- About this exercise
Would you reproduce, word for word, only the lines running from the top of the data through the line containing "ctx.set_source_rgba(0, 0, 0, alpha", and none of the pictures?

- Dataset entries
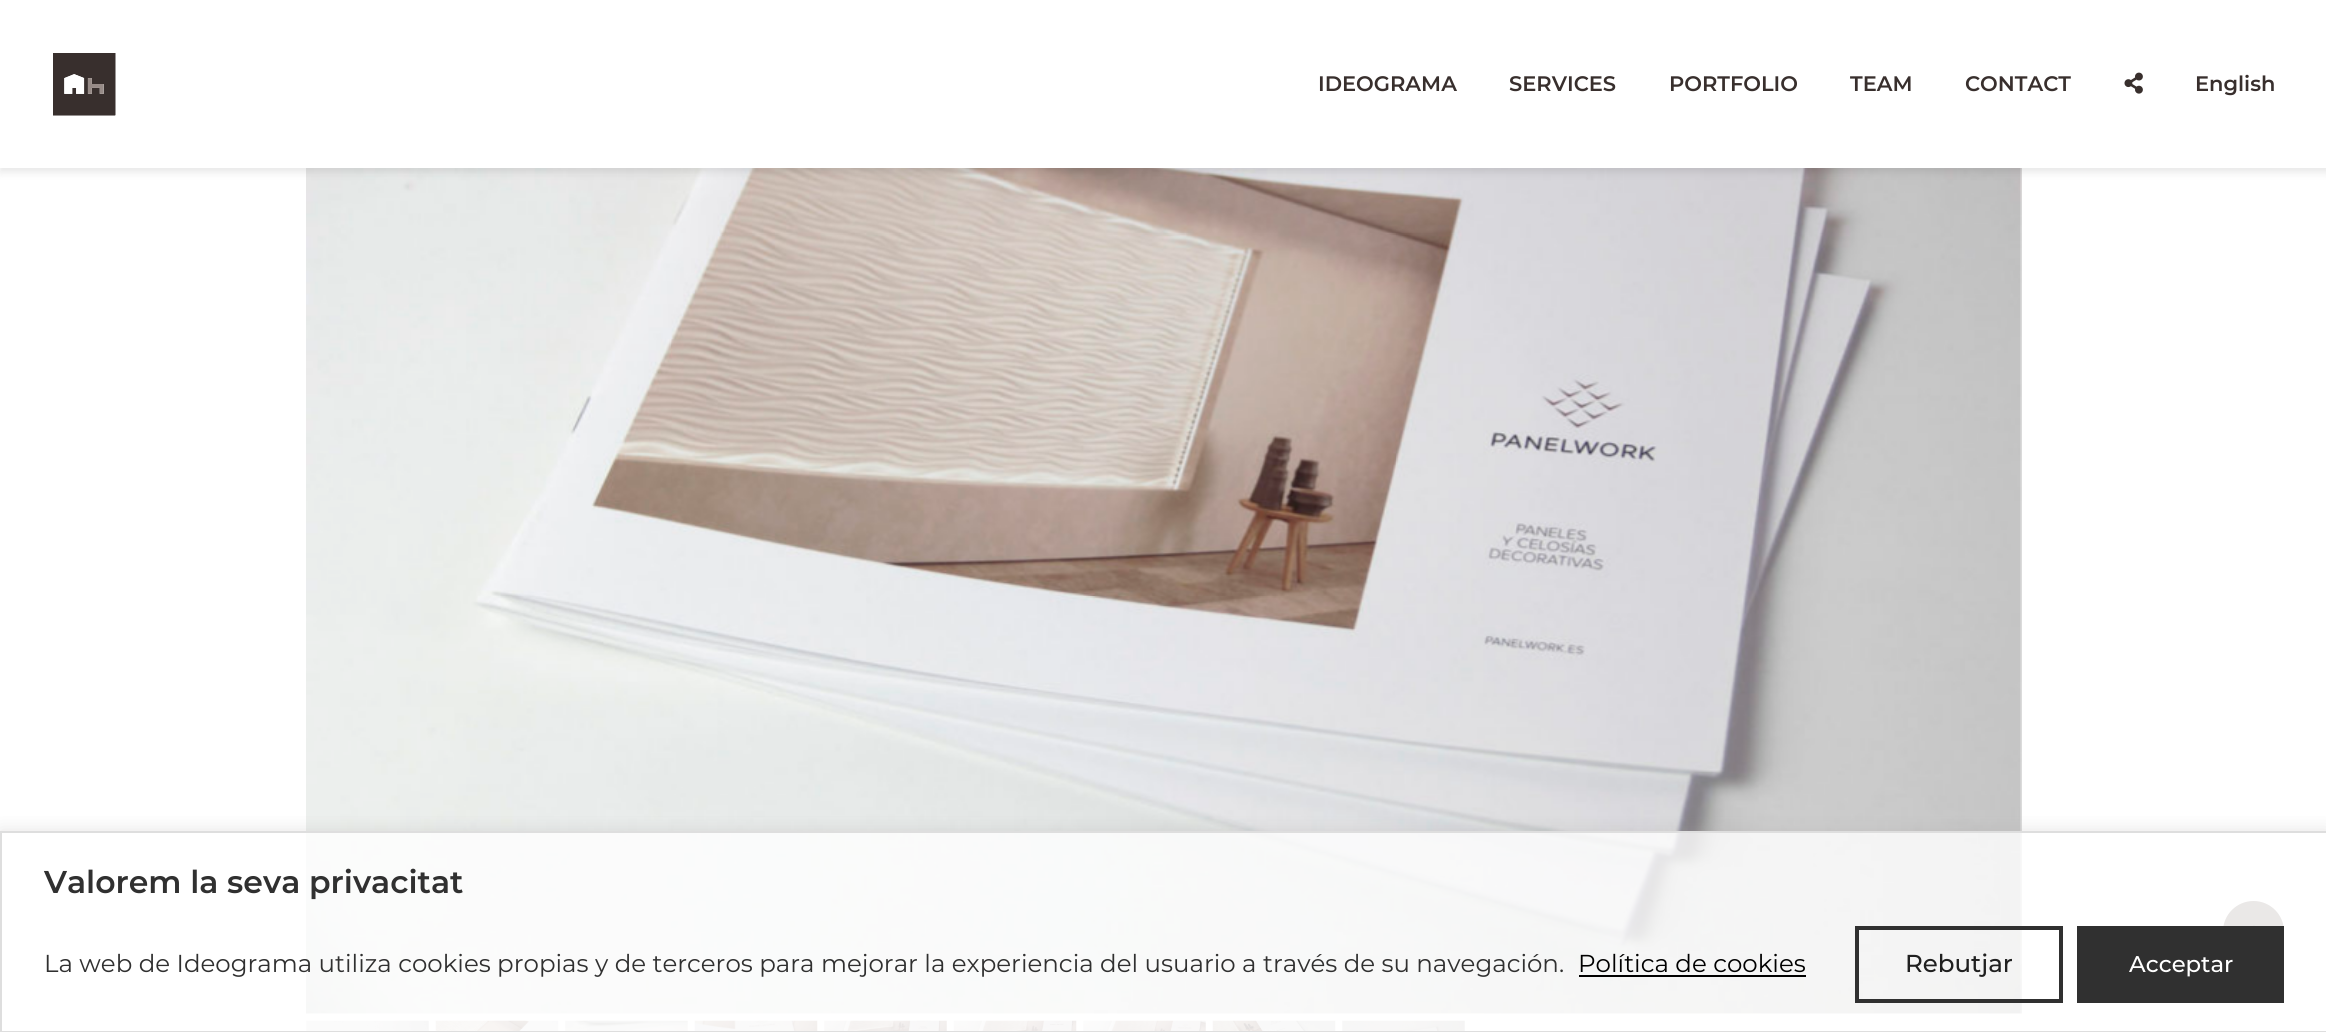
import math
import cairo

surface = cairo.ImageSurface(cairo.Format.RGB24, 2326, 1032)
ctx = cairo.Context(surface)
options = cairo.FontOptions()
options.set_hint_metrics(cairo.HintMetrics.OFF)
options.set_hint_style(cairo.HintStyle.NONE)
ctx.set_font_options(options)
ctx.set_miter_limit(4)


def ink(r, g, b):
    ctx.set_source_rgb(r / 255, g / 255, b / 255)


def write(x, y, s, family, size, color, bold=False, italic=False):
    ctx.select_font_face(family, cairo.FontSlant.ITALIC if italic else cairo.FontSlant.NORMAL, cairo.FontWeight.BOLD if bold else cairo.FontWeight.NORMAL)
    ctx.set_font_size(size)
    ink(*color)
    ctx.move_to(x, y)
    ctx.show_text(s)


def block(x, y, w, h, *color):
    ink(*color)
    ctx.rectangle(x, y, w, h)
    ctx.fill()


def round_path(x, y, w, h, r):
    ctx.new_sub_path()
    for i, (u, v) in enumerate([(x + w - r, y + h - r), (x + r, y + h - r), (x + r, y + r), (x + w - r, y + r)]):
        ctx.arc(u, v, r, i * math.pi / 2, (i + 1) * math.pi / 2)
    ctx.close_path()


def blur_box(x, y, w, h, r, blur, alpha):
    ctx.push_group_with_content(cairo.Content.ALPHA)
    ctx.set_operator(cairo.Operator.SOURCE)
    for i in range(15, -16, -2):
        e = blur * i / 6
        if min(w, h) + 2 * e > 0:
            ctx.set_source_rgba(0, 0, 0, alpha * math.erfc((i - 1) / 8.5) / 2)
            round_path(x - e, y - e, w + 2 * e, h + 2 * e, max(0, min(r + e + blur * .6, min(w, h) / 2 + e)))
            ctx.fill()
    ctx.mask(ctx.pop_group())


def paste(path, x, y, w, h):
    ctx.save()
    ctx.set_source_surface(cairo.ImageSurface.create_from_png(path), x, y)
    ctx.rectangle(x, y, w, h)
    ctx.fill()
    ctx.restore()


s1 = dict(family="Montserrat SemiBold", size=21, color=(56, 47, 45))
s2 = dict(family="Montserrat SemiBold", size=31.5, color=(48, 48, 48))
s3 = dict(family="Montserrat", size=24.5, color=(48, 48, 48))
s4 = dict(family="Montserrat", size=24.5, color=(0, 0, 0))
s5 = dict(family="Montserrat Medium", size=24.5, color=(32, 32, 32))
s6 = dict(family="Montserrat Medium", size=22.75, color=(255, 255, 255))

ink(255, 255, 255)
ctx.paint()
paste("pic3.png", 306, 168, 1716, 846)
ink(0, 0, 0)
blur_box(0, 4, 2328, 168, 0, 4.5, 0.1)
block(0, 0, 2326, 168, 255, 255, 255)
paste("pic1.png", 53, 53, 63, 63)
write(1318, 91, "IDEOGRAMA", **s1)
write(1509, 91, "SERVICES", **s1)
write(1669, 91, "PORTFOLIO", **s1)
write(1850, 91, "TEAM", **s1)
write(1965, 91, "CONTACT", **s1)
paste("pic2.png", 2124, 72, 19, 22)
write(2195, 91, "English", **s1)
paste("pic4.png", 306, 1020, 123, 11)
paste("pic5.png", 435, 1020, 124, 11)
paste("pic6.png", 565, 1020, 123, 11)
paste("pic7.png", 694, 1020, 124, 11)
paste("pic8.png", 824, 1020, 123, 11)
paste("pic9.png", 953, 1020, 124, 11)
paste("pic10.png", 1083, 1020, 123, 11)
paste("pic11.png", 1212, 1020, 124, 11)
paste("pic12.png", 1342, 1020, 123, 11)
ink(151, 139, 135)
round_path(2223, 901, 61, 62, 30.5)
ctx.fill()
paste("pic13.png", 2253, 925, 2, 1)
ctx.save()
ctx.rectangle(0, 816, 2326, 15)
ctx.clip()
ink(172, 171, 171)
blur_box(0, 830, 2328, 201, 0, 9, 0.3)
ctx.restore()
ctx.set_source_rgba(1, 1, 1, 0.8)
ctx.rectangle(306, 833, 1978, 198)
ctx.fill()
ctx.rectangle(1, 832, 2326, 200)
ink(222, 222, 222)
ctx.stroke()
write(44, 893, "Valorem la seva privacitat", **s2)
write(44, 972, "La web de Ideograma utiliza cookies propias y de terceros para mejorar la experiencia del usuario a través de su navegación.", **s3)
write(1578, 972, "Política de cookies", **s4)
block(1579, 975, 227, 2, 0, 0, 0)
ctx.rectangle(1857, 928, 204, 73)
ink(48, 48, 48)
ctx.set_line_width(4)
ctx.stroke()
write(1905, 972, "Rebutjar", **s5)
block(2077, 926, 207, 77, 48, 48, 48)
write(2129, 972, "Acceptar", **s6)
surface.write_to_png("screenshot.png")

- Solution to this exercise
import math
import cairo

surface = cairo.ImageSurface(cairo.Format.RGB24, 2326, 1032)
ctx = cairo.Context(surface)
options = cairo.FontOptions()
options.set_hint_metrics(cairo.HintMetrics.OFF)
options.set_hint_style(cairo.HintStyle.NONE)
ctx.set_font_options(options)
ctx.set_miter_limit(4)


def ink(r, g, b):
    ctx.set_source_rgb(r / 255, g / 255, b / 255)


def write(x, y, s, family, size, color, bold=False, italic=False):
    ctx.select_font_face(family, cairo.FontSlant.ITALIC if italic else cairo.FontSlant.NORMAL, cairo.FontWeight.BOLD if bold else cairo.FontWeight.NORMAL)
    ctx.set_font_size(size)
    ink(*color)
    ctx.move_to(x, y)
    ctx.show_text(s)


def block(x, y, w, h, *color):
    ink(*color)
    ctx.rectangle(x, y, w, h)
    ctx.fill()


def round_path(x, y, w, h, r):
    ctx.new_sub_path()
    for i, (u, v) in enumerate([(x + w - r, y + h - r), (x + r, y + h - r), (x + r, y + r), (x + w - r, y + r)]):
        ctx.arc(u, v, r, i * math.pi / 2, (i + 1) * math.pi / 2)
    ctx.close_path()


def blur_box(x, y, w, h, r, blur, alpha):
    ctx.push_group_with_content(cairo.Content.ALPHA)
    ctx.set_operator(cairo.Operator.SOURCE)
    for i in range(15, -16, -2):
        e = blur * i / 6
        if min(w, h) + 2 * e > 0:
            ctx.set_source_rgba(0, 0, 0, alpha * math.erfc((i - 1) / 8.5) / 2)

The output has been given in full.